Certaines théories suggèrent que la bipédie a évolué pour contrer les coûts inhérents au voyage. Pour Thibaud Gruber, «l’utilisation d’outils peut également être vue comme une stratégie pour réduire ces coûts. D’où la possibilité d’une coévolution des deux comportements.» Chez l’homme, l’utilisation concomitante d’outils et la bipédie auraient permis à la fois un gain d’énergie grâce à l’exploitation de nouvelles niches écologiques et de l’économie d’énergie lors de la locomotion. Un grand plus pour le développement des premiers humains qui amènera à leur dispersion à travers l’Afrique et l’avènement de technologies toujours plus complexes.

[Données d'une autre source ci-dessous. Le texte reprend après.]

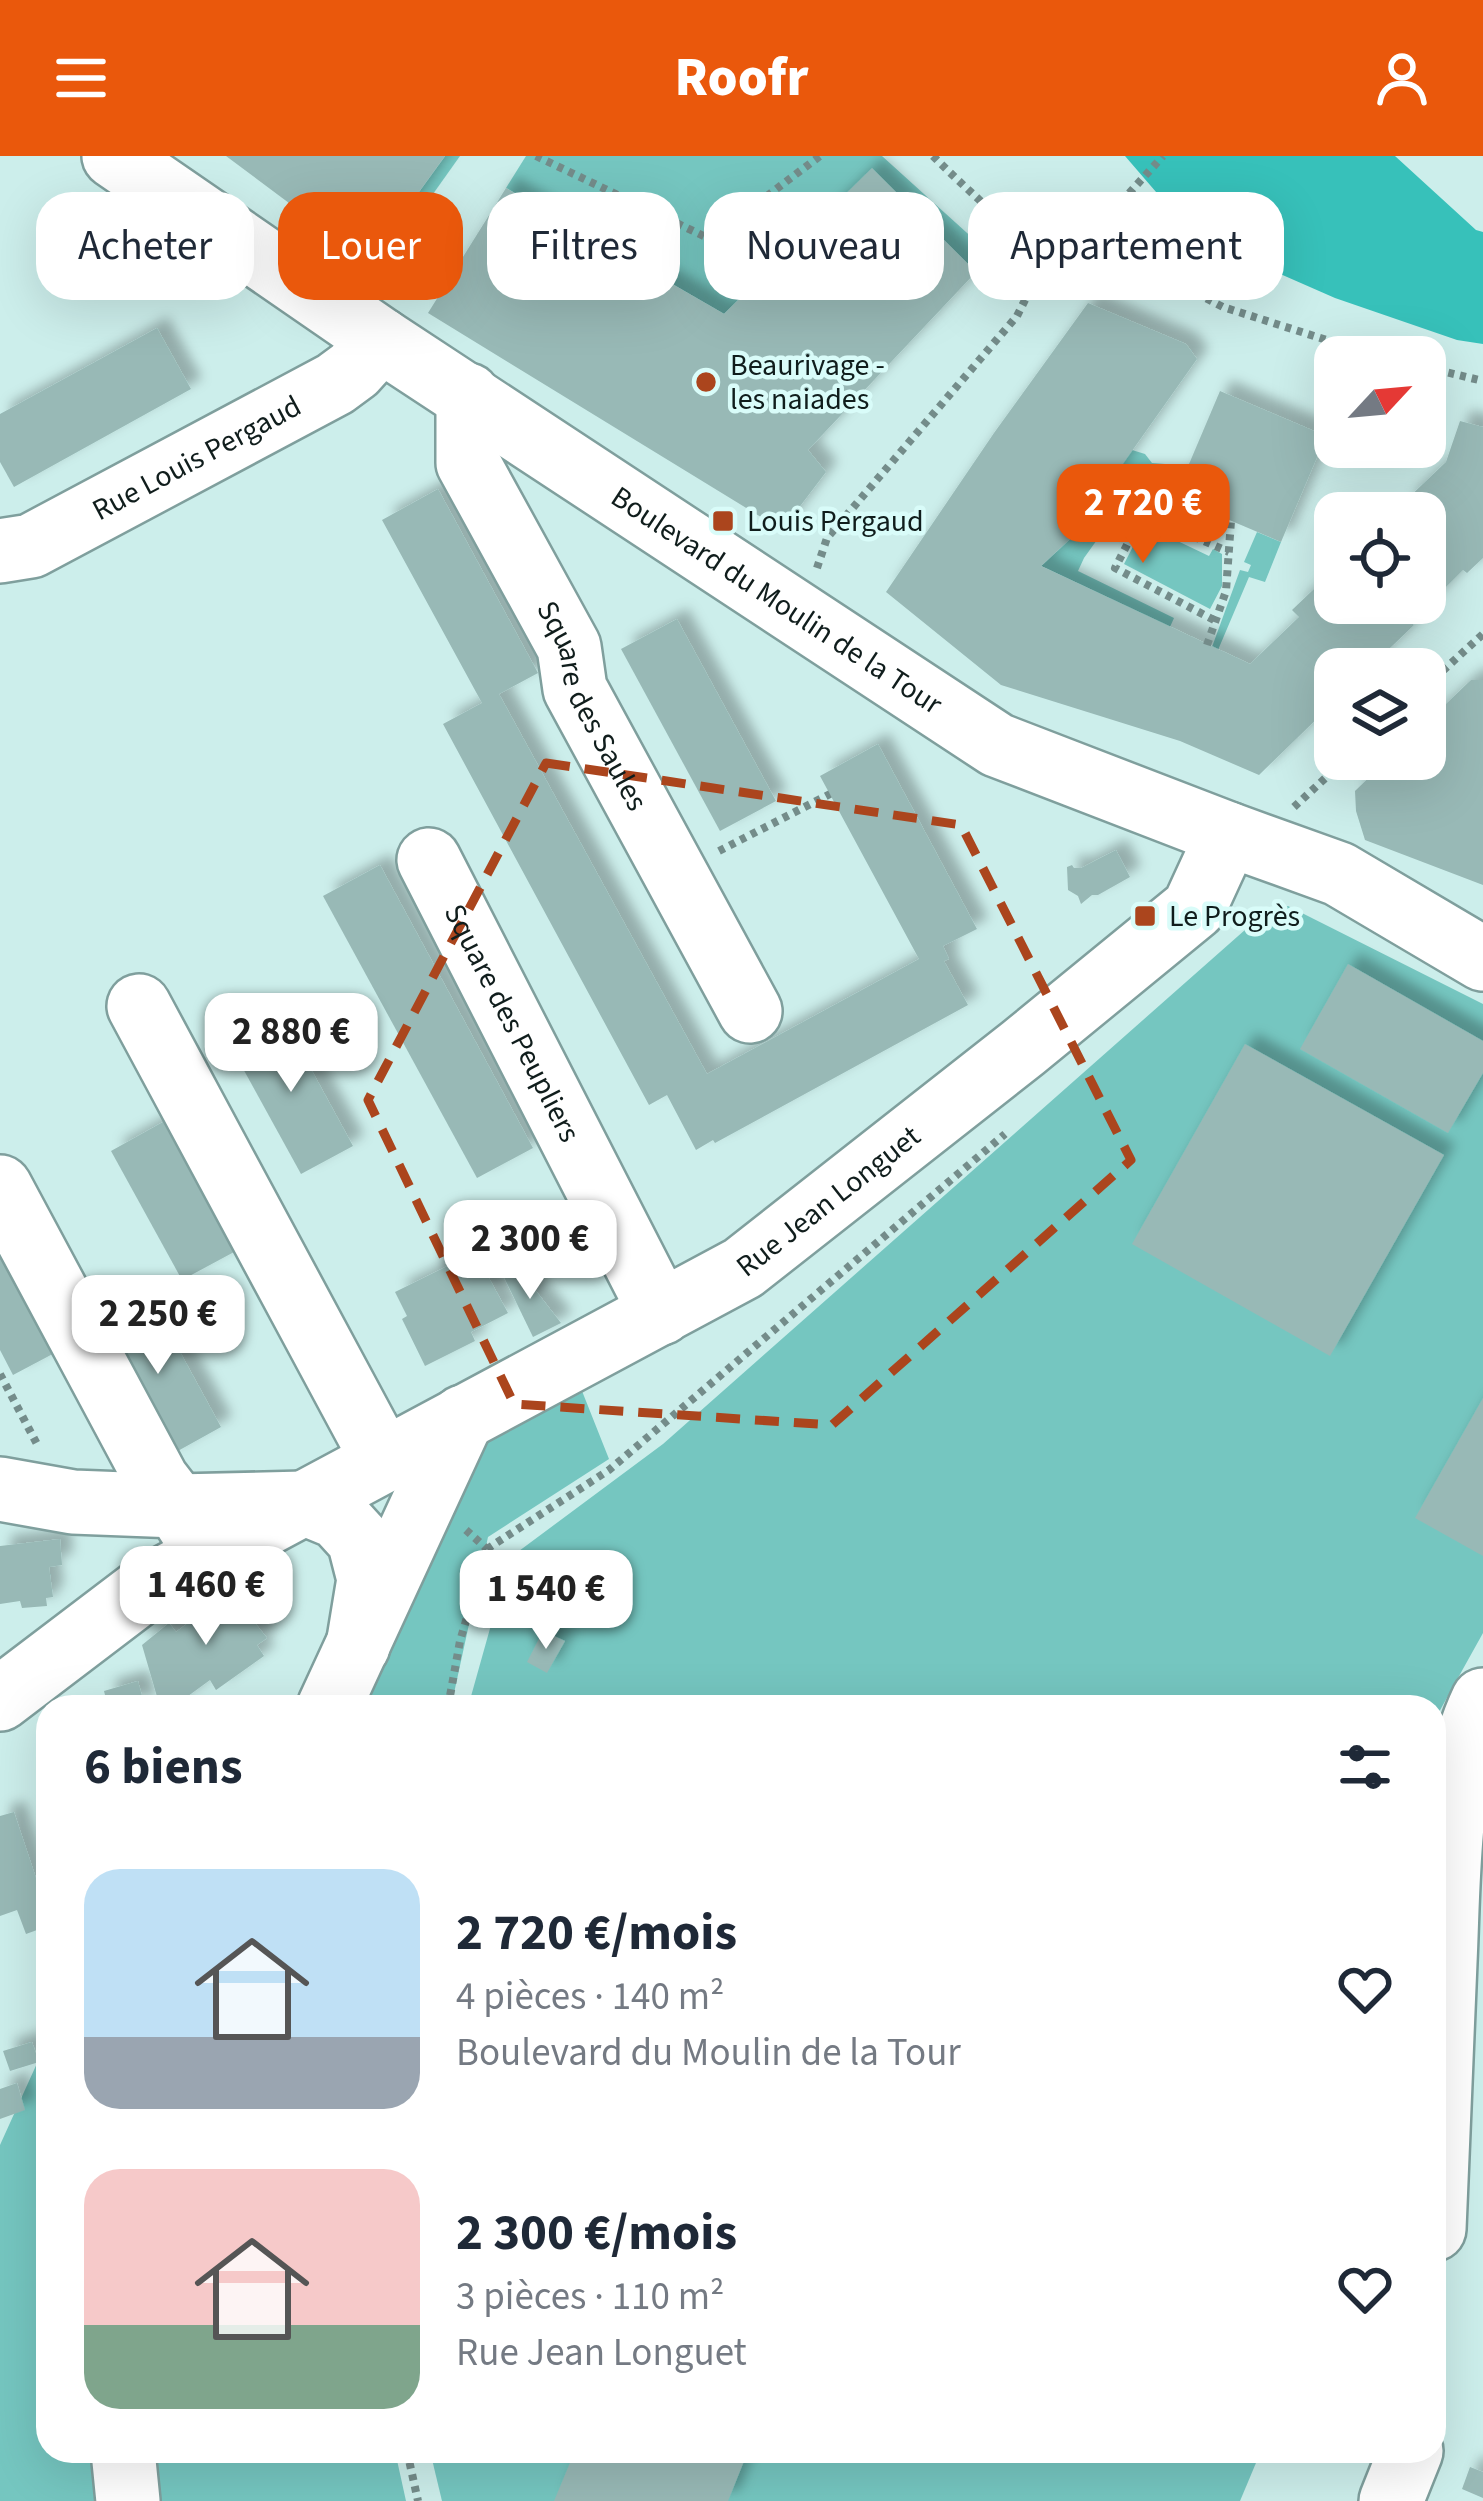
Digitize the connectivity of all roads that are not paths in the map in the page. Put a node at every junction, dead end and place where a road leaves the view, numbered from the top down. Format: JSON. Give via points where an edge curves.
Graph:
{"nodes":[{"id":1,"x":114,"y":156,"type":"edge"},
{"id":2,"x":381,"y":340,"type":"junction"},
{"id":3,"x":468,"y":395,"type":"junction"},
{"id":4,"x":0,"y":551,"type":"edge"},
{"id":5,"x":1228,"y":834,"type":"junction"},
{"id":6,"x":429,"y":860,"type":"dead end"},
{"id":7,"x":1483,"y":959,"type":"edge"},
{"id":8,"x":139,"y":1006,"type":"dead end"},
{"id":9,"x":750,"y":1011,"type":"dead end"},
{"id":10,"x":0,"y":1187,"type":"edge"},
{"id":11,"x":661,"y":1312,"type":"junction"},
{"id":12,"x":463,"y":1417,"type":"junction"},
{"id":13,"x":21,"y":1471,"type":"edge"},
{"id":14,"x":346,"y":1480,"type":"junction"},
{"id":15,"x":189,"y":1543,"type":"junction"},
{"id":16,"x":393,"y":1569,"type":"junction"},
{"id":17,"x":358,"y":1646,"type":"junction"},
{"id":18,"x":335,"y":1695,"type":"edge"},
{"id":19,"x":0,"y":1699,"type":"edge"},
{"id":20,"x":1483,"y":1700,"type":"edge"},
{"id":21,"x":1446,"y":1947,"type":"edge"},
{"id":22,"x":124,"y":2463,"type":"edge"},
{"id":23,"x":1407,"y":2463,"type":"edge"},
{"id":24,"x":128,"y":2501,"type":"edge"},
{"id":25,"x":1391,"y":2501,"type":"edge"}],
"edges":[{"from":1,"to":2,"type":"street","name":"Boulevard du Moulin de la Tour"},
{"from":2,"to":3,"type":"street","name":"Boulevard du Moulin de la Tour"},
{"from":2,"to":4,"type":"street","name":"Rue Louis Pergaud","via":[[335,384],[32,546]]},
{"from":3,"to":5,"type":"street","name":"Boulevard du Moulin de la Tour","via":[[997,745]]},
{"from":3,"to":9,"type":"street","name":"Square des Saules","via":[[468,463],[568,647],[575,689]]},
{"from":5,"to":7,"type":"street","name":"Boulevard du Moulin de la Tour","via":[[1339,874]]},
{"from":5,"to":11,"type":"street","name":"Rue Jean Longuet","via":[[1194,908],[742,1268]]},
{"from":6,"to":11,"type":"street","name":"Square des Peupliers"},
{"from":8,"to":14,"type":"street"},
{"from":10,"to":15,"type":"street"},
{"from":11,"to":12,"type":"street","name":"Rue Jean Longuet"},
{"from":12,"to":14,"type":"street","name":"Rue Jean Longuet"},
{"from":12,"to":16,"type":"street"},
{"from":13,"to":15,"type":"street","via":[[73,1502],[104,1503]]},
{"from":14,"to":15,"type":"street","name":"Rue Jean Longuet"},
{"from":14,"to":16,"type":"street"},
{"from":14,"to":17,"type":"street","via":[[338,1517],[359,1540],[368,1579]]},
{"from":15,"to":19,"type":"street","name":"Rue Jean Longuet","via":[[146,1588]]},
{"from":16,"to":17,"type":"street"},
{"from":17,"to":18,"type":"street"},
{"from":20,"to":21,"type":"street","via":[[1461,1768]]},
{"from":22,"to":24,"type":"street"},
{"from":23,"to":25,"type":"street"}]}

Au cours de l’évolution humaine, des changements environnementaux auraient raréfié les sources de nourriture, favorisant alors le voyage et l’utilisation d’outils, selon Richard Potts du Musée national d’histoire naturelle de Washington, cité dans la publication des primatologues neuchâtelois. Notamment pour l’australopithèque qui a dû faire face à des sources de nourriture éparses et de moindre qualité durant le pliocène (entre -5,3 et -2,6 millions d'années).

Raids dans les cultures

Ces dernières décennies, les ressources alimentaires (feuilles, fruits, etc.) de la forêt de Budongo ont sensiblement diminué. Si le phénomène perdurait, on peut se demander si les chimpanzés n’utiliseraient pas plus d’outils. Pour l’auteur de l’étude, ce serait probablement le cas, même si d’autres facteurs entrent en jeu, comme les capacités individuelles d’innovation, ainsi que les possibilités matérielles offertes par l’environnement pour innover. Pour pallier le manque de nourriture, ces chimpanzés ont pour l’instant trouvé une solution de facilité: ils font régulièrement des raids dans les cultures humaines situées en bordure de forêt, ceci pour le plus grand malheur des fermiers.